Some residents are more concerned about related safety issues as top priorities, rather than the rebuilding of the walkway. Among them was Ray Ellmer, a lifeguard and former Long Beach zoning board trustee, who told News 12: “We’re talking about a new boardwalk. That’s not important. What’s important is a seawall and a dune to protect life and property from natural disasters such as hurricanes.”
Amy Engel, executive director of Sustainable Long Island, a non-profit environmental organization that is helping the city to facilitate the focus groups, said during her opening remarks at last Wednesday’s meeting that the city is moving quickly on the project because the boardwalk is “an economic driver … It’s so critical to everybody.”
For this reason, some city officials have said the goal is to reconstruct a new boardwalk by the start of the summer season. Moreover, the cost to rebuild the structure is estimated at $25 million, and the city is seeking assistance from different governmental outlets to pay a significant portion of the bill, including as much as 90 percent through the Federal Emergency Management Agency.

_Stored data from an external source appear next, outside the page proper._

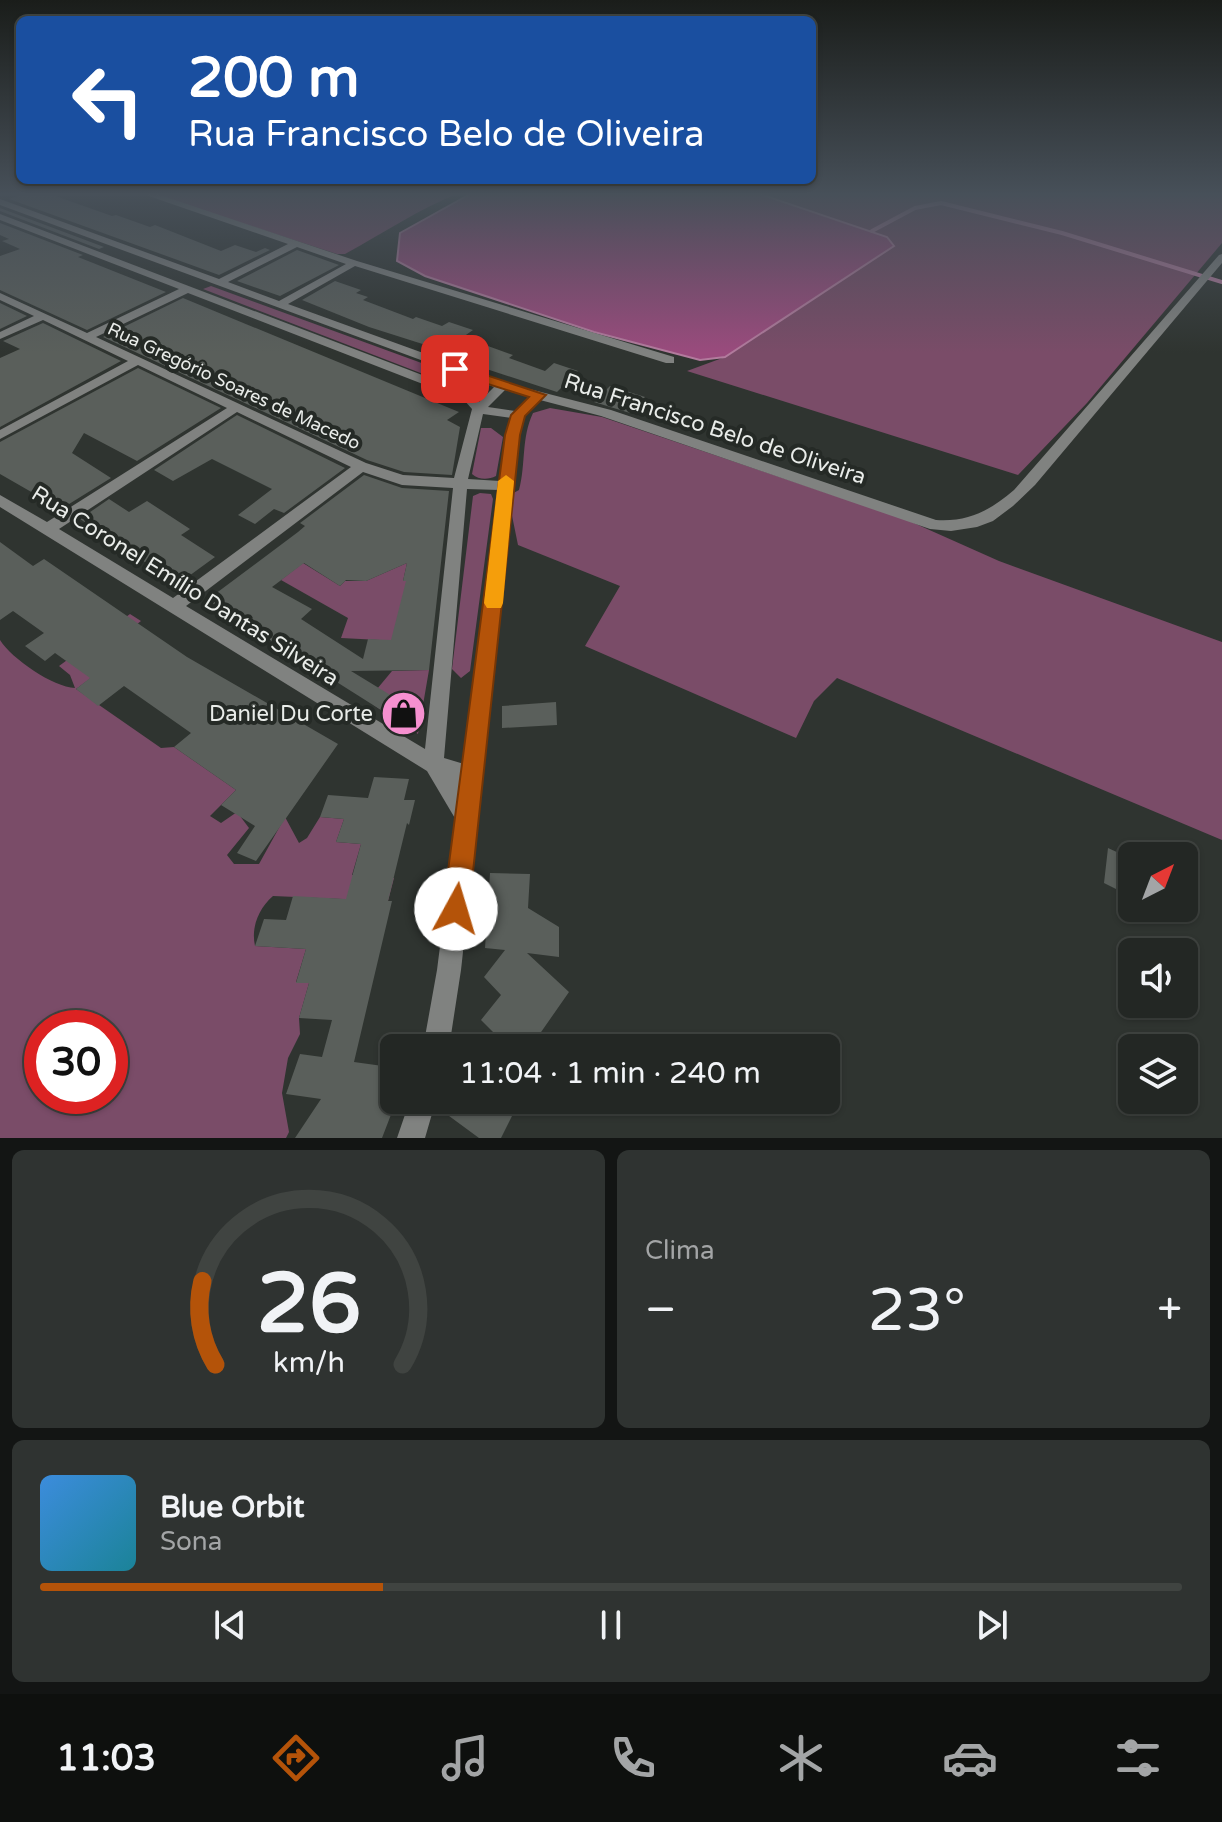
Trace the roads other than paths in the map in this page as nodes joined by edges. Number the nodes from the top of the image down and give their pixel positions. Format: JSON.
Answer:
{"nodes":[{"id":1,"x":75,"y":246,"type":"edge"},
{"id":2,"x":119,"y":246,"type":"edge"},
{"id":3,"x":291,"y":246,"type":"edge"},
{"id":4,"x":307,"y":246,"type":"edge"},
{"id":5,"x":1222,"y":257,"type":"edge"},
{"id":6,"x":354,"y":263,"type":"junction"},
{"id":7,"x":201,"y":276,"type":"junction"},
{"id":8,"x":216,"y":282,"type":"junction"},
{"id":9,"x":187,"y":289,"type":"junction"},
{"id":10,"x":0,"y":296,"type":"edge"},
{"id":11,"x":279,"y":305,"type":"junction"},
{"id":12,"x":43,"y":316,"type":"junction"},
{"id":13,"x":0,"y":336,"type":"edge"},
{"id":14,"x":87,"y":337,"type":"junction"},
{"id":15,"x":139,"y":360,"type":"junction"},
{"id":16,"x":670,"y":360,"type":"dead end"},
{"id":17,"x":502,"y":386,"type":"junction"},
{"id":18,"x":538,"y":395,"type":"junction"},
{"id":19,"x":238,"y":406,"type":"junction"},
{"id":20,"x":478,"y":409,"type":"junction"},
{"id":21,"x":518,"y":415,"type":"junction"},
{"id":22,"x":0,"y":435,"type":"edge"},
{"id":23,"x":361,"y":466,"type":"junction"},
{"id":24,"x":460,"y":485,"type":"junction"},
{"id":25,"x":505,"y":486,"type":"junction"},
{"id":26,"x":0,"y":500,"type":"edge"},
{"id":27,"x":47,"y":529,"type":"junction"},
{"id":28,"x":172,"y":607,"type":"junction"},
{"id":29,"x":434,"y":764,"type":"junction"},
{"id":30,"x":473,"y":777,"type":"junction"},
{"id":31,"x":466,"y":816,"type":"junction"},
{"id":32,"x":439,"y":1034,"type":"edge"},
{"id":33,"x":419,"y":1114,"type":"edge"},
{"id":34,"x":411,"y":1138,"type":"edge"}],
"edges":[{"from":1,"to":9,"type":"street"},
{"from":2,"to":7,"type":"street","name":"Rua Francisco Belo de Oliveira"},
{"from":3,"to":8,"type":"street"},
{"from":4,"to":6,"type":"street"},
{"from":5,"to":18,"type":"street","name":"Rua Francisco Belo de Oliveira"},
{"from":6,"to":11,"type":"street"},
{"from":6,"to":16,"type":"street"},
{"from":7,"to":8,"type":"street","name":"Rua Francisco Belo de Oliveira"},
{"from":7,"to":9,"type":"street"},
{"from":8,"to":9,"type":"street"},
{"from":8,"to":11,"type":"street","name":"Rua Francisco Belo de Oliveira"},
{"from":9,"to":14,"type":"street"},
{"from":9,"to":20,"type":"street"},
{"from":10,"to":12,"type":"street","name":"Rua Gregório Soares de Macedo"},
{"from":11,"to":17,"type":"street","name":"Rua Francisco Belo de Oliveira"},
{"from":12,"to":13,"type":"street"},
{"from":12,"to":14,"type":"street","name":"Rua Gregório Soares de Macedo"},
{"from":14,"to":15,"type":"street","name":"Rua Gregório Soares de Macedo"},
{"from":15,"to":19,"type":"street","name":"Rua Gregório Soares de Macedo"},
{"from":15,"to":22,"type":"street"},
{"from":17,"to":18,"type":"street","name":"Rua Francisco Belo de Oliveira"},
{"from":17,"to":20,"type":"street"},
{"from":18,"to":21,"type":"street"},
{"from":19,"to":23,"type":"street","name":"Rua Gregório Soares de Macedo"},
{"from":19,"to":27,"type":"street"},
{"from":20,"to":21,"type":"street"},
{"from":20,"to":24,"type":"street"},
{"from":21,"to":25,"type":"street"},
{"from":23,"to":24,"type":"street","name":"Rua Gregório Soares de Macedo"},
{"from":23,"to":28,"type":"street"},
{"from":24,"to":25,"type":"street","name":"Rua Gregório Soares de Macedo"},
{"from":24,"to":29,"type":"street"},
{"from":25,"to":30,"type":"street"},
{"from":26,"to":27,"type":"street","name":"Rua Coronel Emílio Dantas Silveira"},
{"from":27,"to":28,"type":"street","name":"Rua Coronel Emílio Dantas Silveira"},
{"from":28,"to":29,"type":"street","name":"Rua Coronel Emílio Dantas Silveira"},
{"from":29,"to":30,"type":"street","name":"Rua Coronel Emílio Dantas Silveira"},
{"from":29,"to":31,"type":"street"},
{"from":30,"to":31,"type":"street"},
{"from":31,"to":32,"type":"street"},
{"from":33,"to":34,"type":"street"}]}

City officials and Engel have both said that they are gathering community input on the boardwalk and will consider residents' suggestions and insights when a construction firm is hired to rebuild it.
But resident Rob Catell fears the community’s input may fall on deaf ears: “These meetings are nice, but personally I’m concerned it might be more window dressing that actual input as far as what the ultimate decision will be,” Catell told News 12.
Monday’s group meeting will invite residents who live between Nevada Boulevard and the west side of Grand Boulevard, and Wednesday’s meeting will include people living between Maple Boulevard and the eastside of Long Beach Boulevard. The city is also gathering input from a newly created website, LongBeachListens.com, where residents and business owners can fill out surveys on the boardwalk.
City Council President Scott Mandel said the city will take the input from the focus group meetings and online surveys and share their findings at a citywide meeting at City Hall, from 6 to 8 p.m., Feb. 20.
“It’s really going to be an informational type of meeting,” Mandel told LongBeachNY.TV. “It’s going to be an event to let everybody hear the findings and to see what we’ve culled from all the different endeavors to get people’s input.”
He said the city will know more about the timeline of reconstruction once the work to demolish the boardwalk is complete and the integrity and safety of the concrete stanchions are assessed, after which the city can gauge the type of materials that can be used for the new boardwalk.
“It’s really going to depend on what we’re left with and what the finances will provide for,” Mandel said.
The Monday and Wednesday group meetings are from 6 to 8 p.m. at the Magnolia Community Center, at 650 Magnolia Blvd. in Long Beach.